### Supplied material

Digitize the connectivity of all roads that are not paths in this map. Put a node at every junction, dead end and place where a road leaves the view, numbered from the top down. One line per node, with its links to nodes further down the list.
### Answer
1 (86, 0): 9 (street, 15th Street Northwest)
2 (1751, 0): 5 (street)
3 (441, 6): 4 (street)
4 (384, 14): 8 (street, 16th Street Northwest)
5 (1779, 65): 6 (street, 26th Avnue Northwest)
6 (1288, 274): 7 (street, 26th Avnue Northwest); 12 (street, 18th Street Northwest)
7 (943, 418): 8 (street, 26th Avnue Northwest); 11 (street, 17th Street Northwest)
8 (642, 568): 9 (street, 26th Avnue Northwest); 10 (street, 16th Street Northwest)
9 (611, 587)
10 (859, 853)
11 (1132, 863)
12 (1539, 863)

######
### Supplied material

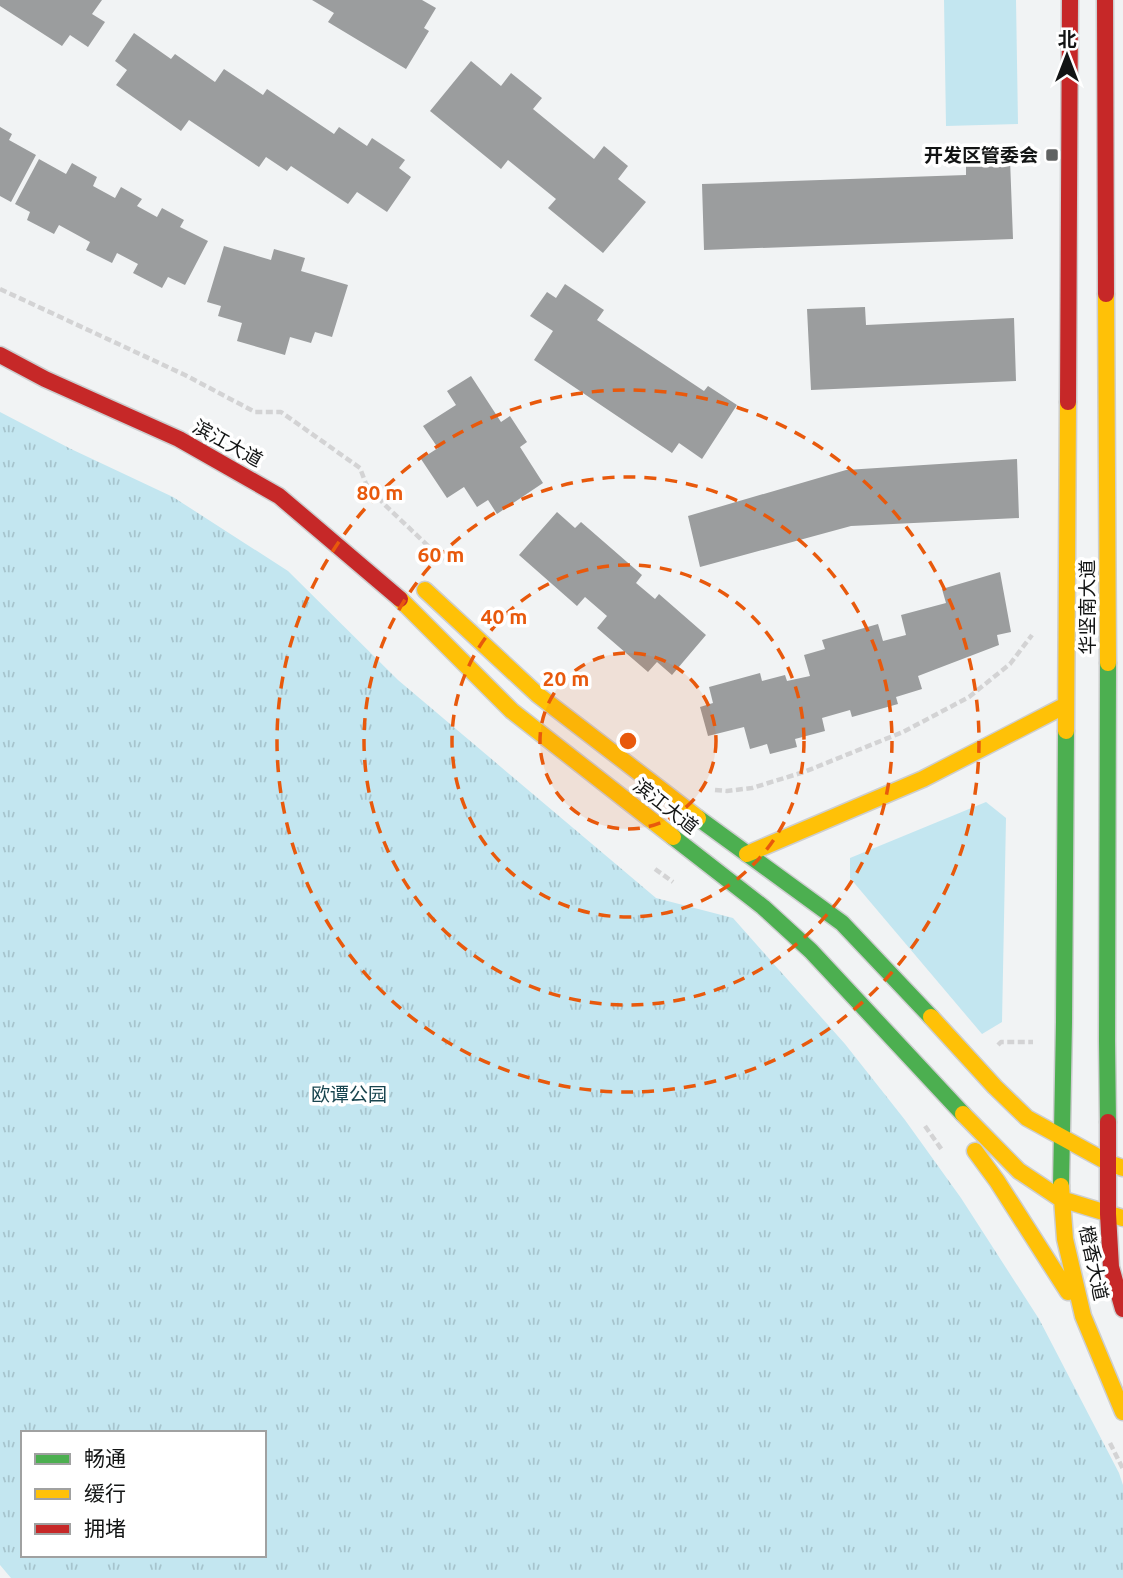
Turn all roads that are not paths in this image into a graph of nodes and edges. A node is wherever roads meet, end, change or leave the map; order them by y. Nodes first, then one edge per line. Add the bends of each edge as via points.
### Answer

######
### Supplied material

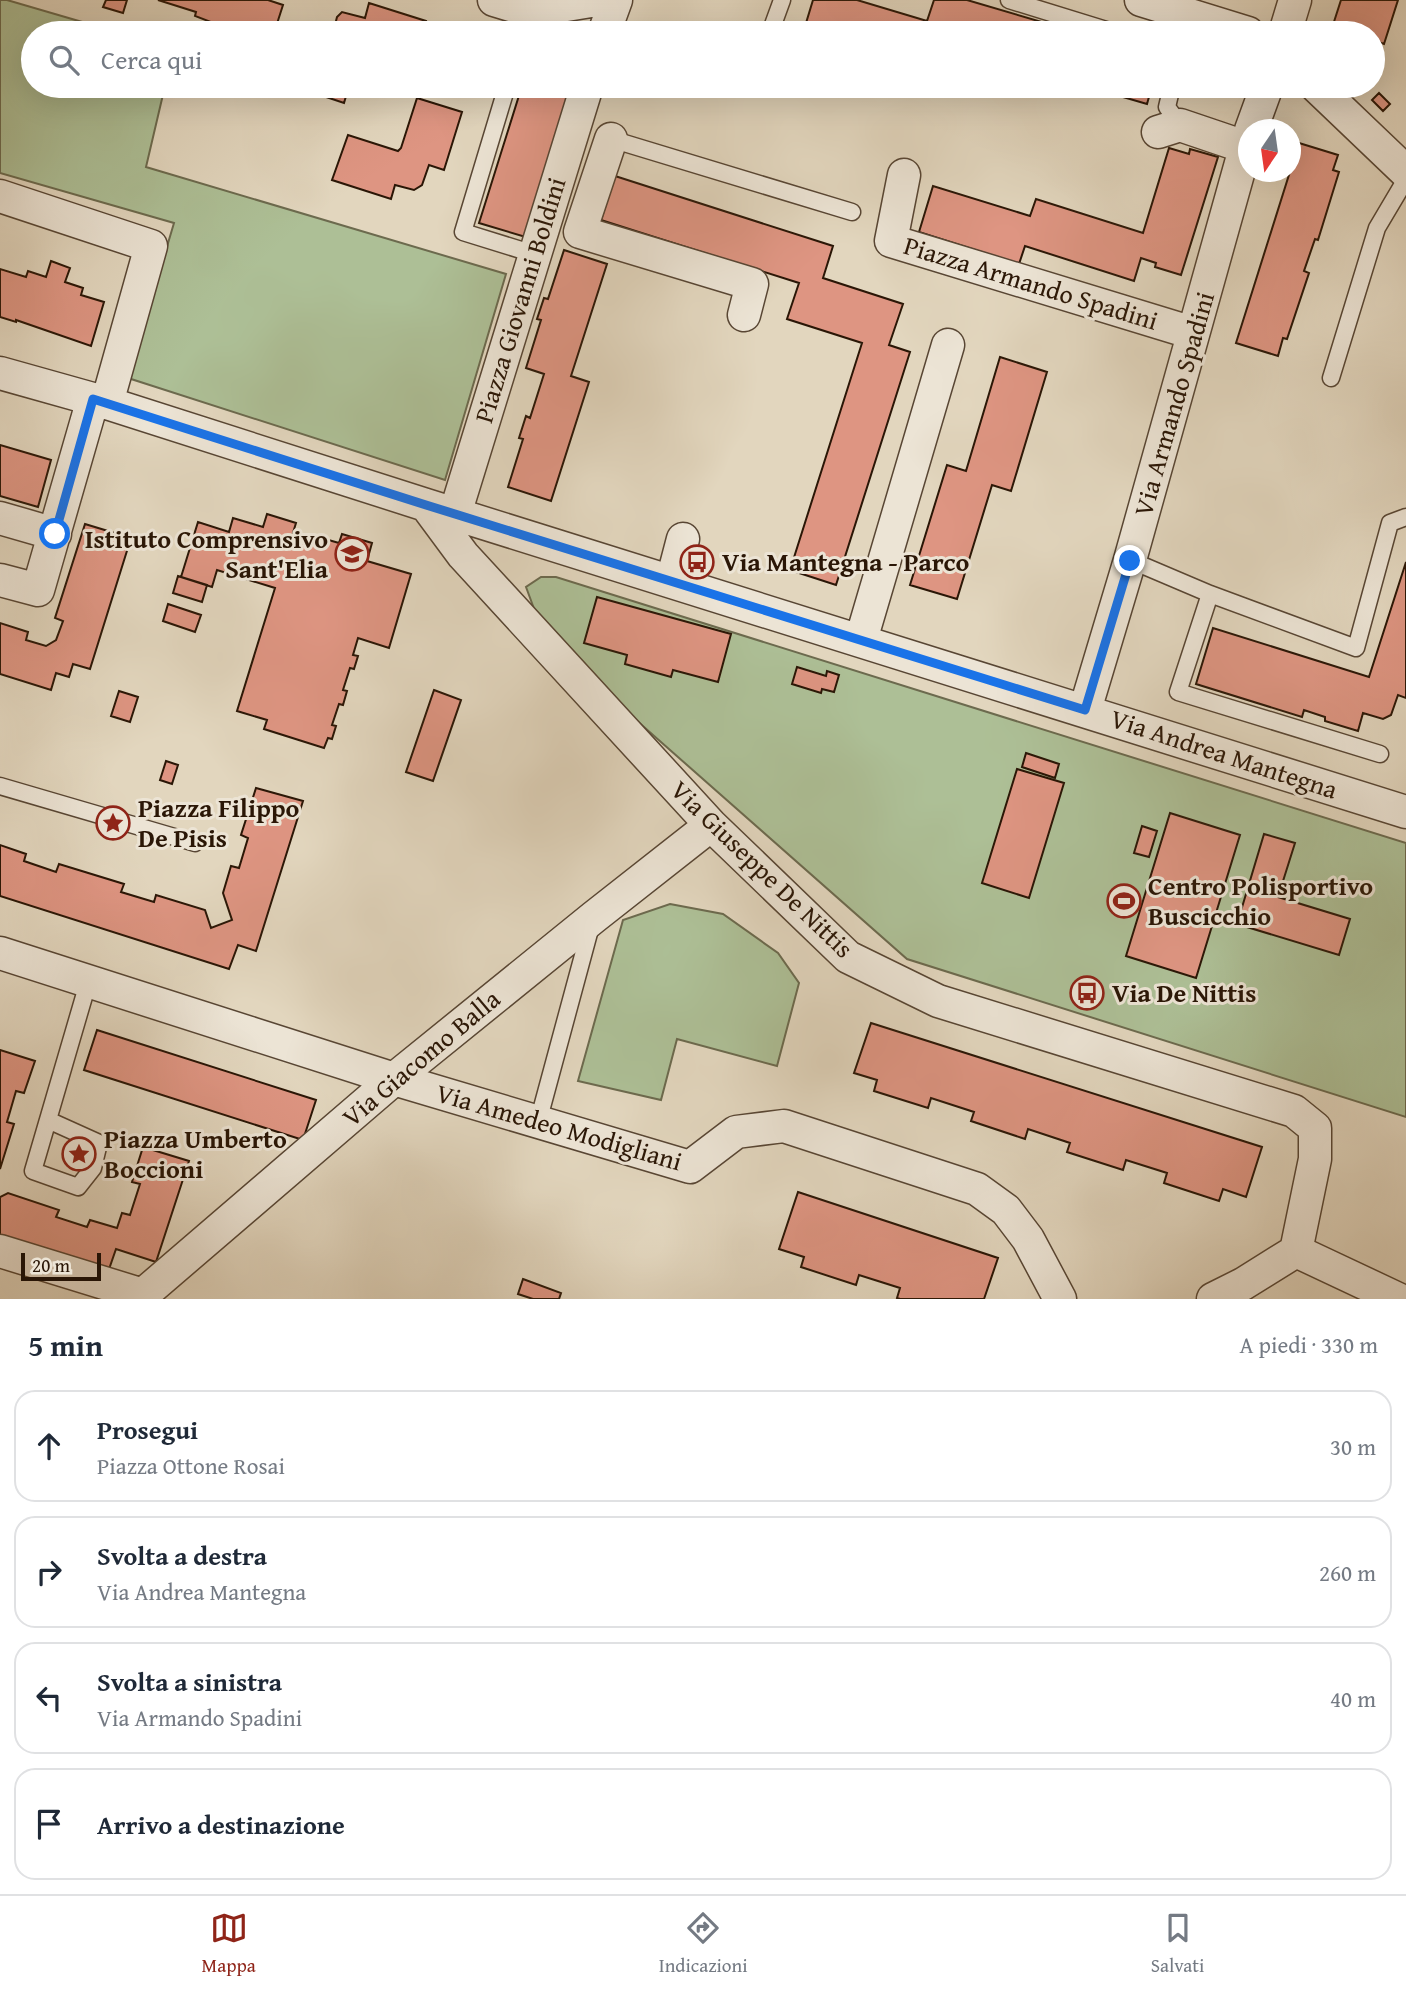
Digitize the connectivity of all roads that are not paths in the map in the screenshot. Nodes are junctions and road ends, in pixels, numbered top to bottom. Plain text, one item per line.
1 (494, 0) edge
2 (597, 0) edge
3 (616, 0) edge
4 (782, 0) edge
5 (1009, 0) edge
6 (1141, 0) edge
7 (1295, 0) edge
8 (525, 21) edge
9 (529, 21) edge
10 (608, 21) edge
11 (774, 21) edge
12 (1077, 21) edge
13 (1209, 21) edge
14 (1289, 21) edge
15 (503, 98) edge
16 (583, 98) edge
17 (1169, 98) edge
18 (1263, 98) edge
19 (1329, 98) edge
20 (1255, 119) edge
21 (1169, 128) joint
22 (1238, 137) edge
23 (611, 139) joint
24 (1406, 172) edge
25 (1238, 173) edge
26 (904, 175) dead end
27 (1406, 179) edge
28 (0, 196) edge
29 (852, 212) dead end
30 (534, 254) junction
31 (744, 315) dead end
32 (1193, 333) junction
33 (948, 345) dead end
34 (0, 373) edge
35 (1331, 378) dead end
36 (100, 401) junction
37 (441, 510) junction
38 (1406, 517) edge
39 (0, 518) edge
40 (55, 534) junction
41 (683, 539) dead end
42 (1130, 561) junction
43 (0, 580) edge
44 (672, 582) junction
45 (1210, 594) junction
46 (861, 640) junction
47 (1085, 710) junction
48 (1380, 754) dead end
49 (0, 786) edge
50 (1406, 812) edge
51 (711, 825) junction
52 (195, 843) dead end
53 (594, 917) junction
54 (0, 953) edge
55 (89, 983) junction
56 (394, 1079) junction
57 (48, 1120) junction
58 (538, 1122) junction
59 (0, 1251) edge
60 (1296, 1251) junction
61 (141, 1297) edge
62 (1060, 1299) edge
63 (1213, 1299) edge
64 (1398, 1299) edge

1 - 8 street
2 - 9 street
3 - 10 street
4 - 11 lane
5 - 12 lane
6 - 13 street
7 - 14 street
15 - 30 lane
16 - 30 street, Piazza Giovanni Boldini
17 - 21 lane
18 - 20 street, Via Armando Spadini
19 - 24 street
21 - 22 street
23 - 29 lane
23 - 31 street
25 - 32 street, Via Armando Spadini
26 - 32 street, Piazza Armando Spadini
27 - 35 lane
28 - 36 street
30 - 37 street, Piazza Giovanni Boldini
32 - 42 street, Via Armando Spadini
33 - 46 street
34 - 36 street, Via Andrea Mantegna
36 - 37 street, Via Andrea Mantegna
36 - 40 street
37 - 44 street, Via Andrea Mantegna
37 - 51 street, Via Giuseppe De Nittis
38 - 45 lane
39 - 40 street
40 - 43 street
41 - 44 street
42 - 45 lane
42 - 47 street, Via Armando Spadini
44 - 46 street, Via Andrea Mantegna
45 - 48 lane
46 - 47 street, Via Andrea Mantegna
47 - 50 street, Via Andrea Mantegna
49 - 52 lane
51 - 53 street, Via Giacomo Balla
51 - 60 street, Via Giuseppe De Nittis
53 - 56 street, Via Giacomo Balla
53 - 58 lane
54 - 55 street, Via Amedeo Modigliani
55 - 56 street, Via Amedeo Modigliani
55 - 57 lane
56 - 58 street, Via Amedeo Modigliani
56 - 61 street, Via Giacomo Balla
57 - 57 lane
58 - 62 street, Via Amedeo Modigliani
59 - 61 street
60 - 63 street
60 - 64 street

######

**Task statement:**
Tally the lines of the data that hold the string "this". Answer with the number and nothing more.

**Your solution:**
2